On Farmer’s logic, if a correctional officer fails to notice a rape taking place in the corner of the prison’s day room, or refuses to call the medics for a person lying immobile in “a stupor [and] soaked in his own sweat and urine” because she thinks he’s faking,[ix] her failure to protect prisoners against sexual assault or to provide medical attention is not punishment and therefore not a constitutional problem. But this notion misperceives the nature of the “punishment” at issue. The Eighth Amendment is concerned not with the punishment of one individual by another but with that imposed by the state as penalty for crimes.[x] And state punishment cannot be inflicted by one person acting alone, even a person acting in an official capacity. It is instead, and can only be, the result of a collective process undertaken by a series of state officials acting on behalf of the state. An official’s treatment of a convicted offender constitutes punishment for Eighth Amendment purposes when—and because—it is inflicted in the course of administering a penalty pronounced by a duly authorized sentencing court. This means that the resulting conditions—including being left unprotected in the day room with violent predators, or left in the custody of someone unable to recognize or credit the signs of genuine medical distress—represent state punishment imposed on the target regardless of what responsible officials happened to know or believe or intend about the situation at hand. And because these conditions constitute punishment in this constitutional sense, they are appropriately open to Eighth Amendment scrutiny.

Farmer’s specious focus on “punishment” allowed the Court to avoid the more pressing constitutional question of when prison conditions may be said to be cruel. Yet this is the precisely the inquiry that ought to motivate good-faith efforts to determine the scope of the Eighth Amendment protection for prisoners.

What of Farmer itself? Above, I suggested that a future Court should no more hesitate to overrule Farmer than it would to overrule Plessy. This parallel between Plessy and Farmer is deliberately drawn.[xi] Prisoners in America today are overwhelmingly, disproportionately people of color, African American in particular. The racial make-up of our prisons and jails makes Farmer’s judicial legitimation of official neglect especially troubling. It also helps to explain why a renewed focus on the Eighth Amendment must be an urgent component of any meaningful project of progressive Constitutionalism.

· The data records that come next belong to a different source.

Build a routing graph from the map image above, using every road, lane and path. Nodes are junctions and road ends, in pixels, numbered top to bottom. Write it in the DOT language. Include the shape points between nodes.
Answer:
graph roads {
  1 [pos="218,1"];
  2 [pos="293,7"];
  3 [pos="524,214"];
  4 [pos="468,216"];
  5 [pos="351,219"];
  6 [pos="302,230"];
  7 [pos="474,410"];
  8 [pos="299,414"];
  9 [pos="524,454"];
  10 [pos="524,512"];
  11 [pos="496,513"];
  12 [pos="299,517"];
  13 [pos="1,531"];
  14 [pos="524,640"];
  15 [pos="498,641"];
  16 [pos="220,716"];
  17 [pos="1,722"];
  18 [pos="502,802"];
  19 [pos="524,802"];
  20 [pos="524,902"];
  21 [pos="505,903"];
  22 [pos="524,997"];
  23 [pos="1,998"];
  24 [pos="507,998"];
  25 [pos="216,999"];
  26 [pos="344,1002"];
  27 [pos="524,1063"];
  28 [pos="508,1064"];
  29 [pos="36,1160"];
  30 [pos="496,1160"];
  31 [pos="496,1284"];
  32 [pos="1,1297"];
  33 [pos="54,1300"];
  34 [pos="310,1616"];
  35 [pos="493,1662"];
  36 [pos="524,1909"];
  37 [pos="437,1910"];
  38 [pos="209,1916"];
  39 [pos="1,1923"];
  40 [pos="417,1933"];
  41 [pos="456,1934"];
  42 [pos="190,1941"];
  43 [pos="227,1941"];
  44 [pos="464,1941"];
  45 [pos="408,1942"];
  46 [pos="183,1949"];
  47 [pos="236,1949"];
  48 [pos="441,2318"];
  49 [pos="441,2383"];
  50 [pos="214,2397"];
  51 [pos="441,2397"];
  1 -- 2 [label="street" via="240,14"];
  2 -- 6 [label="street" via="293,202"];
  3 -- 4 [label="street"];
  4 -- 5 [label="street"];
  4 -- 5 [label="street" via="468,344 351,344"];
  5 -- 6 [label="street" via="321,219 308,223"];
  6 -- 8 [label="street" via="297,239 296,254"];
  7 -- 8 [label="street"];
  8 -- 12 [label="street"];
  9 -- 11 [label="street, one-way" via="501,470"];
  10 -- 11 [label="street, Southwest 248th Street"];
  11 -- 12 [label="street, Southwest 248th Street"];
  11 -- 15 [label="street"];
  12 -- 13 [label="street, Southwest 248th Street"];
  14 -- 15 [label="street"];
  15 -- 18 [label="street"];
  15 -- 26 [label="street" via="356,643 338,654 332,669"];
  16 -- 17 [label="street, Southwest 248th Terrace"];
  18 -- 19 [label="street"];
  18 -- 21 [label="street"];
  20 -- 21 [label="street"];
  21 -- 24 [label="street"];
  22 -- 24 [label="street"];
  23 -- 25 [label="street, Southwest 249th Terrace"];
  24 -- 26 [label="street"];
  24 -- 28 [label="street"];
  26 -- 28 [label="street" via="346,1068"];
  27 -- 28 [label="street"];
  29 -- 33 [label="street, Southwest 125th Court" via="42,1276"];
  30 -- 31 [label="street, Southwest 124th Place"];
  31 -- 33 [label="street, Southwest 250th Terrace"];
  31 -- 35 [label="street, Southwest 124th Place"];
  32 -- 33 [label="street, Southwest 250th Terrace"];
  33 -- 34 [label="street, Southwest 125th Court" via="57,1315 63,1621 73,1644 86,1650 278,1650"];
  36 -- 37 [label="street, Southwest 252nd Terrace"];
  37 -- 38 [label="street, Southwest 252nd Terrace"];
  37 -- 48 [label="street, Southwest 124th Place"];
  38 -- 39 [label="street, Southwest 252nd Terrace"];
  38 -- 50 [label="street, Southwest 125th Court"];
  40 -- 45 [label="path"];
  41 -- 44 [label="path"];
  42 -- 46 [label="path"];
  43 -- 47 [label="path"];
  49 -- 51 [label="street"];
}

Sharon Dolovich is Professor of Law at UCLA School of Law. You can reach her by e-mail at Dolovich at law.ucla.edu.



[i] 511 U.S. 825 (1994).

[ii] 511 U.S. 825 (1994).

[iii] 501 U.S. 294 (1991).

[iv] Farmer v. Brennan, 511 U.S. at 837.

[v] Farmer v. Brennan, 511 U.S. at 833.

[vi] 489 U.S. 189, 199-200 (1989). As Chief Justice Rehnquist went on to explain:

When the State by the affirmative exercise of its power so restrains an individual's liberty that it renders him unable to care for himself, and at the same time fails to provide for his basic human needs--e.g., food, clothing, shelter, medical care, and reasonable safety--it transgresses the substantive limits on state action set by the Eighth Amendment and the Due Process Clause. The affirmative duty to protect arises not from the State's knowledge of the individual's predicament or from its expressions of intent to help him, but from the limitation which it has imposed on his freedom to act on his own behalf.

Id.

[vii] Farmer, 511 U.S. at 837.

[viii] Wilson v. Seiter, 501 U.S. 294, 300 (1991).

[ix] See Paul von Zielbauer, As Health Care in Jails Goes Private, 10 Days Can Be a Death Sentence, N.Y. Times, Feb 27, 2005 at A1 (describing the case of Brian Tetrault, who died in a jail cell in upstate New York after jail staff cut off his Parkinson’s meds and then, when he slid into a coma on the floor of his cell, “dismissed him as a faker”).

[x] See Ingraham v. Wright, 430 U.S. 651 (1977).

[xi] Austin Sarat once called Farmer v. Brennan the Plessy v. Ferguson of our time.